▶ [Problem details] Repeat all of the data word for word so that only the pictures are missing from the copy.

▶ [Data section]
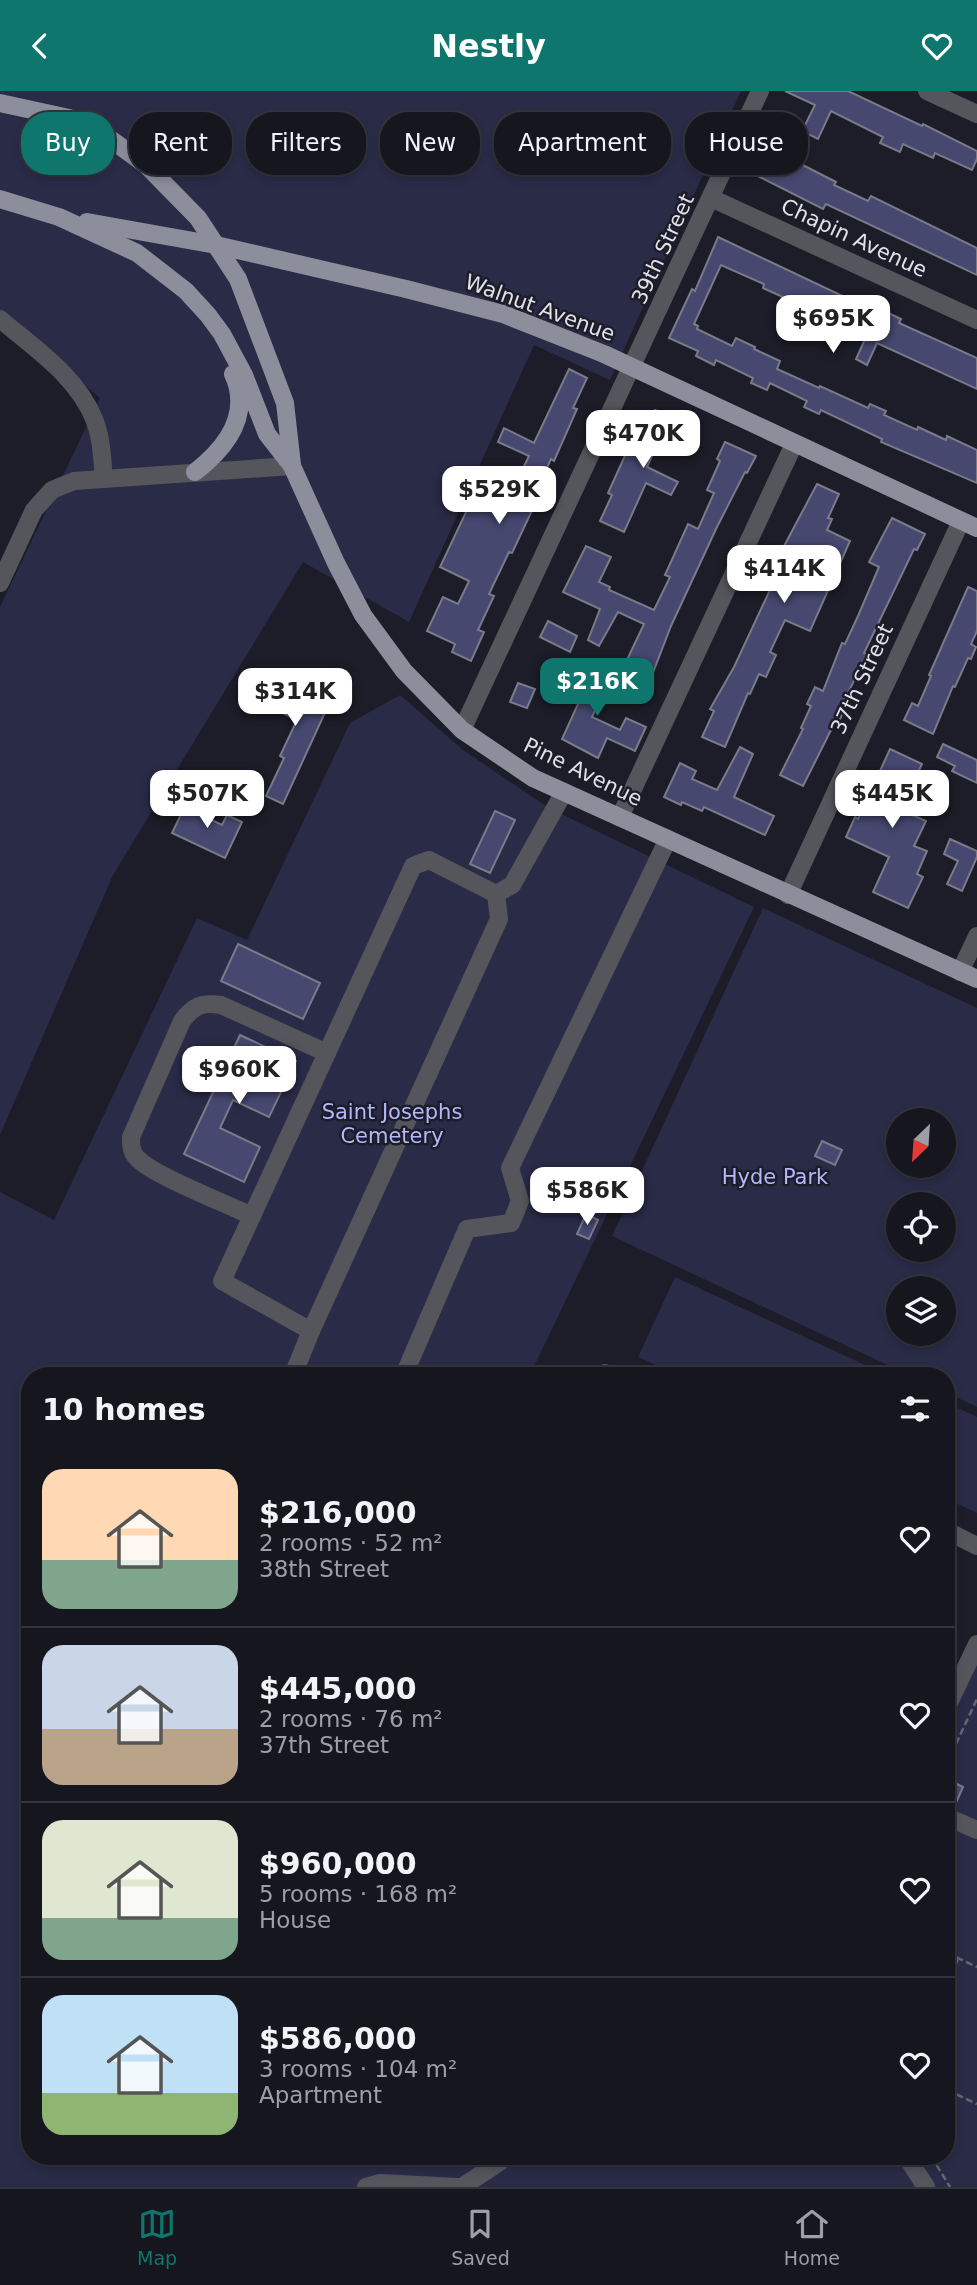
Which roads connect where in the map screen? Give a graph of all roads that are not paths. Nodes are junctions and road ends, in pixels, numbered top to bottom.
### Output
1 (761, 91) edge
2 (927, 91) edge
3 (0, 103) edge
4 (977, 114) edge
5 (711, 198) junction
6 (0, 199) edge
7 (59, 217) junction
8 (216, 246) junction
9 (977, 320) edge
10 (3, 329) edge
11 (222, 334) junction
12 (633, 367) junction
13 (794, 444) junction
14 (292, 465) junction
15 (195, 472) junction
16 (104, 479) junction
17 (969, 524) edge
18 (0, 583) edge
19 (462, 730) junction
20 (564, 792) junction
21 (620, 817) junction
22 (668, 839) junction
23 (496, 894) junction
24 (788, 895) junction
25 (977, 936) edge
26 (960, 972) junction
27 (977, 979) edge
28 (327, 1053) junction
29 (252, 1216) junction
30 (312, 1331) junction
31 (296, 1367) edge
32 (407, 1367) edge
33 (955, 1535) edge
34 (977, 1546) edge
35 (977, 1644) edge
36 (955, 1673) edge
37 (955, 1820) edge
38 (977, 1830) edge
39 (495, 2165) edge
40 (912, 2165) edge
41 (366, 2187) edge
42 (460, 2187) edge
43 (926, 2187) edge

▶ [Result below]
Which roads connect where in the map screen? Give a graph of all roads that are not paths. Nodes are junctions and road ends, in pixels, numbered top to bottom.
### Output
1 (761, 91) edge
2 (927, 91) edge
3 (0, 103) edge
4 (977, 114) edge
5 (711, 198) junction
6 (0, 199) edge
7 (59, 217) junction
8 (216, 246) junction
9 (977, 320) edge
10 (3, 329) edge
11 (222, 334) junction
12 (633, 367) junction
13 (794, 444) junction
14 (292, 465) junction
15 (195, 472) junction
16 (104, 479) junction
17 (969, 524) edge
18 (0, 583) edge
19 (462, 730) junction
20 (564, 792) junction
21 (620, 817) junction
22 (668, 839) junction
23 (496, 894) junction
24 (788, 895) junction
25 (977, 936) edge
26 (960, 972) junction
27 (977, 979) edge
28 (327, 1053) junction
29 (252, 1216) junction
30 (312, 1331) junction
31 (296, 1367) edge
32 (407, 1367) edge
33 (955, 1535) edge
34 (977, 1546) edge
35 (977, 1644) edge
36 (955, 1673) edge
37 (955, 1820) edge
38 (977, 1830) edge
39 (495, 2165) edge
40 (912, 2165) edge
41 (366, 2187) edge
42 (460, 2187) edge
43 (926, 2187) edge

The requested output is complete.